Taste of Tehachapi
The Tehachapi area is home to the largest wind resource area in California and spring is the best time to take a self guided tour. In as little as an hour you can see the evolution of the modern wind industry around Tehachapi, which has played an important role in making wind energy one of the fastest growing energy sectors in the world. You may also be treated to a colorful display of a variety of wild flowers from poppies to lupines. If you’re really lucky you may see wild horses running free beneath the wind turbines.
Start your tour is just west of downtown Tehachapi were you’ll see four historic wind turbines powering the City of Tehachapi’s water treatment plant. These four turbines date back to the early 1980s when Tehachapi was an incubator to an infant wind industry. These 30 kilowatt turbines standing at about seventy five feet tall represent an important step that led to today’s giant three megawatt turbines that stand nearly 500 feet tall from the base of the tower to the top of the blade tip.
After you see the city’s turbines head east on Tehachapi Blvd. towards the “wind ridge,” properly named Beusse Hills, that is most visibly covered in a variety of wind turbines. As you leave Tehachapi you’ll get a better view of the hundreds of turbines covering the ridgeline representing more than 20 years of wind turbine technology.
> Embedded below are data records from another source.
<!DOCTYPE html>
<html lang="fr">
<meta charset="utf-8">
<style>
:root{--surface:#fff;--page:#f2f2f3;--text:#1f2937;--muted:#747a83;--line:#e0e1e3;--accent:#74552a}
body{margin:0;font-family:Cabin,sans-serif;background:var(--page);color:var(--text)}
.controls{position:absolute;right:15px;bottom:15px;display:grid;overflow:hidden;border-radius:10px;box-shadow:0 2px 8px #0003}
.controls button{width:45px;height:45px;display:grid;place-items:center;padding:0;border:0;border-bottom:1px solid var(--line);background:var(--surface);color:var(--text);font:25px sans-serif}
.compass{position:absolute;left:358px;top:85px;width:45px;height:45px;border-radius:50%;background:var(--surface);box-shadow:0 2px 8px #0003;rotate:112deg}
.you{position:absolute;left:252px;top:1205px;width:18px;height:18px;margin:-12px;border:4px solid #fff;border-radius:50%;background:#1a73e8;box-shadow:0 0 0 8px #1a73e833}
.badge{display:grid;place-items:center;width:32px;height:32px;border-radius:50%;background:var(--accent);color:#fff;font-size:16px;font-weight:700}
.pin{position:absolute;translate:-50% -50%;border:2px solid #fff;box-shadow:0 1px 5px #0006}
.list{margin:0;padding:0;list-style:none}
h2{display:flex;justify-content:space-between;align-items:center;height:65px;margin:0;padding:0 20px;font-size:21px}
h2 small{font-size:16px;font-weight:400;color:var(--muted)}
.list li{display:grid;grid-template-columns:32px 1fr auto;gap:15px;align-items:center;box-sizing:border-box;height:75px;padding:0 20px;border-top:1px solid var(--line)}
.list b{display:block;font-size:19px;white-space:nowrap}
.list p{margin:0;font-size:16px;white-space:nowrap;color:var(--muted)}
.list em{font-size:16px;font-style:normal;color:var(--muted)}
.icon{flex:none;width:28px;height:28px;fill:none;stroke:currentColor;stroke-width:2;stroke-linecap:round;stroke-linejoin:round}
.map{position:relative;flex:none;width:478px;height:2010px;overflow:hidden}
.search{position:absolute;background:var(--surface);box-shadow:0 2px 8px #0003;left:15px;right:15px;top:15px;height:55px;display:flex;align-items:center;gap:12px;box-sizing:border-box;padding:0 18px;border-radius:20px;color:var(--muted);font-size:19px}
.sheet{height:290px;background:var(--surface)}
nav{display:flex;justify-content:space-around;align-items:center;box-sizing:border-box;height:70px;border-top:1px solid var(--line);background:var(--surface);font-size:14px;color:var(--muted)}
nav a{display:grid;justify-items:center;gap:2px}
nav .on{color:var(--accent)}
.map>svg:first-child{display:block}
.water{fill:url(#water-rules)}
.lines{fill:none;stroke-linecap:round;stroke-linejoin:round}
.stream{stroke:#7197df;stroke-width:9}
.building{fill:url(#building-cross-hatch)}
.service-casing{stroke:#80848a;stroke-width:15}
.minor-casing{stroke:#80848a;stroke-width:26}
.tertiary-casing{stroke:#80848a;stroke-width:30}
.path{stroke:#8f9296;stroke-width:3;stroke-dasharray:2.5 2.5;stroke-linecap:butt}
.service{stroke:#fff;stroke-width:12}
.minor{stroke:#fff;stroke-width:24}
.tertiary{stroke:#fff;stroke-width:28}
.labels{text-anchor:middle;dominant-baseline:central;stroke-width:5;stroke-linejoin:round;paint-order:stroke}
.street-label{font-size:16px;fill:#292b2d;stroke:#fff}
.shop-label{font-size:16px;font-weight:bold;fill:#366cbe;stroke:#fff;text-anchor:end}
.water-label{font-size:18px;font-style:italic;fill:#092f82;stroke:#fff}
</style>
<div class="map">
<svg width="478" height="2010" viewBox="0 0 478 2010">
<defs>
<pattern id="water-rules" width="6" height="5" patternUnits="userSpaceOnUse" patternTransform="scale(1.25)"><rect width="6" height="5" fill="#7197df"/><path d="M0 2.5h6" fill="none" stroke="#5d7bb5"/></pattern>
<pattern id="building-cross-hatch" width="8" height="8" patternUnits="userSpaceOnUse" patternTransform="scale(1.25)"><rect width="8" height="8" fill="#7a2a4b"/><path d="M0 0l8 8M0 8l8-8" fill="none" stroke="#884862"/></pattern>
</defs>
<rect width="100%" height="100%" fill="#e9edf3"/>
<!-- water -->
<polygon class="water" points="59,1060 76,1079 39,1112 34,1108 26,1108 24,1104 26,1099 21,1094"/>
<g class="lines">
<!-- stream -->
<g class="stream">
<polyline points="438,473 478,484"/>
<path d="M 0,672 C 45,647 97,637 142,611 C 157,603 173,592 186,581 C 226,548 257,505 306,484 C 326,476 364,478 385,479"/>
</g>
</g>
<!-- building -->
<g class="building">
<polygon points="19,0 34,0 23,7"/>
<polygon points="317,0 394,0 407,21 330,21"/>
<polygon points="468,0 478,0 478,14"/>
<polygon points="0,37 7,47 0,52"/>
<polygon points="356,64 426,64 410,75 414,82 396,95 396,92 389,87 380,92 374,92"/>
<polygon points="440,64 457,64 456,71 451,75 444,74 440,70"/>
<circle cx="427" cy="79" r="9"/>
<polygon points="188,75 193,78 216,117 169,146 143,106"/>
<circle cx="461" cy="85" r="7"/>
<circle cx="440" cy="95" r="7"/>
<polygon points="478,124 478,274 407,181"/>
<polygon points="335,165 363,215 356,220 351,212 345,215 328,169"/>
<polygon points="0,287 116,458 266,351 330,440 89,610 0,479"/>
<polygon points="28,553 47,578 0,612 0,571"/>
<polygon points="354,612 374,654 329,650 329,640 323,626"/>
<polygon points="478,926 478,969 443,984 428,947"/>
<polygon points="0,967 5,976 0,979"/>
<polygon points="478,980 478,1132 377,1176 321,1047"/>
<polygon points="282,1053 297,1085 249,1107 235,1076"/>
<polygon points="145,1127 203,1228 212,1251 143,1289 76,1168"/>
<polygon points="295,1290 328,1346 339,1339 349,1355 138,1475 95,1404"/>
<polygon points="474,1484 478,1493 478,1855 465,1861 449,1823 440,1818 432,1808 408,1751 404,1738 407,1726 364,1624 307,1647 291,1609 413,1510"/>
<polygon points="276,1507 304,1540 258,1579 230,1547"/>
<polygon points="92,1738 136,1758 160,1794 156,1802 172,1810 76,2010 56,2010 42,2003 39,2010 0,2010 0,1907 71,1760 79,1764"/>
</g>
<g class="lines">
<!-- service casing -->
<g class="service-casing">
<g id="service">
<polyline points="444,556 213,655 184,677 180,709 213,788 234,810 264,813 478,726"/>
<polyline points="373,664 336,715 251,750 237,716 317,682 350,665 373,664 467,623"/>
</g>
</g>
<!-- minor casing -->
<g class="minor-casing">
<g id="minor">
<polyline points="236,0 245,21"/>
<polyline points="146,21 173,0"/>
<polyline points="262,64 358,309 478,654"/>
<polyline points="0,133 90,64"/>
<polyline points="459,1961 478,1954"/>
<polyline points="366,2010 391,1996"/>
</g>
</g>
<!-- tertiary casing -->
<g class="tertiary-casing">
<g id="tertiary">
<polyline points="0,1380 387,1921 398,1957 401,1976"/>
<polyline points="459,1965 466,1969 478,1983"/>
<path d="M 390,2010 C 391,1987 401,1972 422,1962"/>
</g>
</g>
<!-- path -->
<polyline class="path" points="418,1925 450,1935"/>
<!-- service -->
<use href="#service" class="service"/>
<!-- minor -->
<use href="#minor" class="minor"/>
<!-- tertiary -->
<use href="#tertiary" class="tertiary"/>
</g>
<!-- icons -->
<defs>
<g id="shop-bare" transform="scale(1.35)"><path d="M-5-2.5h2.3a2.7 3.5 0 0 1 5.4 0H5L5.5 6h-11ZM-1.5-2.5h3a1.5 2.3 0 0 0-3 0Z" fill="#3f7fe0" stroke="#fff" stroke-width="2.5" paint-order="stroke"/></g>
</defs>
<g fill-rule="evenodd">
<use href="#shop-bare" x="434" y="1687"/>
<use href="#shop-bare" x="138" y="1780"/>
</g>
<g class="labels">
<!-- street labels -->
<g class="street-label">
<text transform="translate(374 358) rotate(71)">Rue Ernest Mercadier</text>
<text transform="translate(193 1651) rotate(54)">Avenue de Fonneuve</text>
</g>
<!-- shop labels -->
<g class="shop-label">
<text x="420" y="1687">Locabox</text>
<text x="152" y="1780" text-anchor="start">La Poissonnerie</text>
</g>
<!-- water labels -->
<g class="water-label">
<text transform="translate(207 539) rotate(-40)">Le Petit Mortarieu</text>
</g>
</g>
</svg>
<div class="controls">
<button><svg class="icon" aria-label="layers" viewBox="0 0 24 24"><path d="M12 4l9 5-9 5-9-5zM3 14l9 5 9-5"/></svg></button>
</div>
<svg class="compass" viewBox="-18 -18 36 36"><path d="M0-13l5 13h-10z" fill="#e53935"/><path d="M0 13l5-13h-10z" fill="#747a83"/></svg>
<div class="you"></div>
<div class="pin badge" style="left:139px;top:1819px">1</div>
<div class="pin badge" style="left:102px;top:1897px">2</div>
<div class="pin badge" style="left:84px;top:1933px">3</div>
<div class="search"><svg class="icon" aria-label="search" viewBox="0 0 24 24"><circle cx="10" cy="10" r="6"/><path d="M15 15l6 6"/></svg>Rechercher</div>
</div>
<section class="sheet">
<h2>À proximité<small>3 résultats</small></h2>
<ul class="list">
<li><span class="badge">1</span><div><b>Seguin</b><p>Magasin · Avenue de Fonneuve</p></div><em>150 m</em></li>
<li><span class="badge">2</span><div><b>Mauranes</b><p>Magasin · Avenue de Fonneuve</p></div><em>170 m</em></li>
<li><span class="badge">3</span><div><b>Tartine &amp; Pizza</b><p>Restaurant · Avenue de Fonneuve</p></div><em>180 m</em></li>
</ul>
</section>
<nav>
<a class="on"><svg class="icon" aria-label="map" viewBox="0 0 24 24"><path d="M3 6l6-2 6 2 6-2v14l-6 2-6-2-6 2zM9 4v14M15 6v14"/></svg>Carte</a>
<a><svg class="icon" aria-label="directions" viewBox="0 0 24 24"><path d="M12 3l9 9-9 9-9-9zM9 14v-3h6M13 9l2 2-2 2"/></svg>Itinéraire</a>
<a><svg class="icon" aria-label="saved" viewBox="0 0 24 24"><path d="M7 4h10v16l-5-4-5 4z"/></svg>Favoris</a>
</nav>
About a mile after you pass under Highway 58, you’ll turn right on Tehachapi-Willow Springs Road. Soon you’ll pass several white buildings on your left – the home of General Electric’s manufacturing complex that builds the electronic control systems to manage the power generated by their wind turbines.
As you continue you’ll pass close to older 65 kilowatt Danish turbines that were installed in the mid 1980s and are still generating power.
Continuing along the road it is impossible to miss the one giant 1.5 megawatt turbine that stands much taller than any other turbine on the ridge, This is GE’s test turbine that helped develop even larger turbines that you’ll see later along the tour. Although impressive in size compared to the surrounding older turbines, this is considered a “standard” sized turbine in this decade of 2.5 and 3 megawatt “mega-turbines.”
The road slowly winds up to Oak Creek Pass were you’ll be surrounded by spinning turbines. Be careful on this road as it is narrow, can be icy during winter, and some cars travel very fast on it. Make sure to pull completely and safely off the road to view the turbines.
Next you’ll descend towards Oak Creek Canyon and come to Cameron Road. Look for a well marked trail-head sign where the Pacific Crest Trail crosses the road. Park your car and go for a hike north along the shoulder of Cameron Ridge and you’ll enjoy nice views of the surrounding turbines. Near the point where the Pacific Crest Trail crosses the road you can sometimes see a herd of wild horses running on the slopes of the adjacent hills to the south. In the spring you’ll also be treated to mosaic of wildflowers carpeting the hills. Bring plenty of water and dress properly for a variety of weather possibilities. The full hike to Highway 58 and back is six miles, but you can turn around anytime, depending upon what your schedule allows.
Get back in your car and go to Cameron Road where you’ll soon pass giant 1.5 megawatt turbines made by GE. As you continue north you’ll see a group of tiny 35 kilowatt two blade turbines made in Germany and installed in the 1980s. These turbines were originally installed in one piece and set in place by helicopter. Follow Cameron Road to the end at Highway 58. You can return to Tehachapi if you head west on Highway 58 to complete your tour of the Tehachapi wind farms.
City of Tehachapi turbines
The rotor hub height for the four City of Tehachapi turbines is 75 feet above ground level. The blades are 7 meters (or 23 feet) in length meaning the overall height of the turbines is just under 100 feet. The 65kw turbines were de-rated to 30kw slowing them down from 45RPM to 34.5RPM.
This reduces wear and tear on the turbines allowing them to run more reliably and quieter. Each of the 4 turbines makes about 45,000 to 50,000 kWh per year which enough energy to provide the annual energy needs of 4 to 6 homes. The four turbines make enough energy for the annual needs of about 20 to 25 homes. The turbines produce about 20 to 25 percent of the annual energy used by the Tehachapi Waste Water Treatment Plant.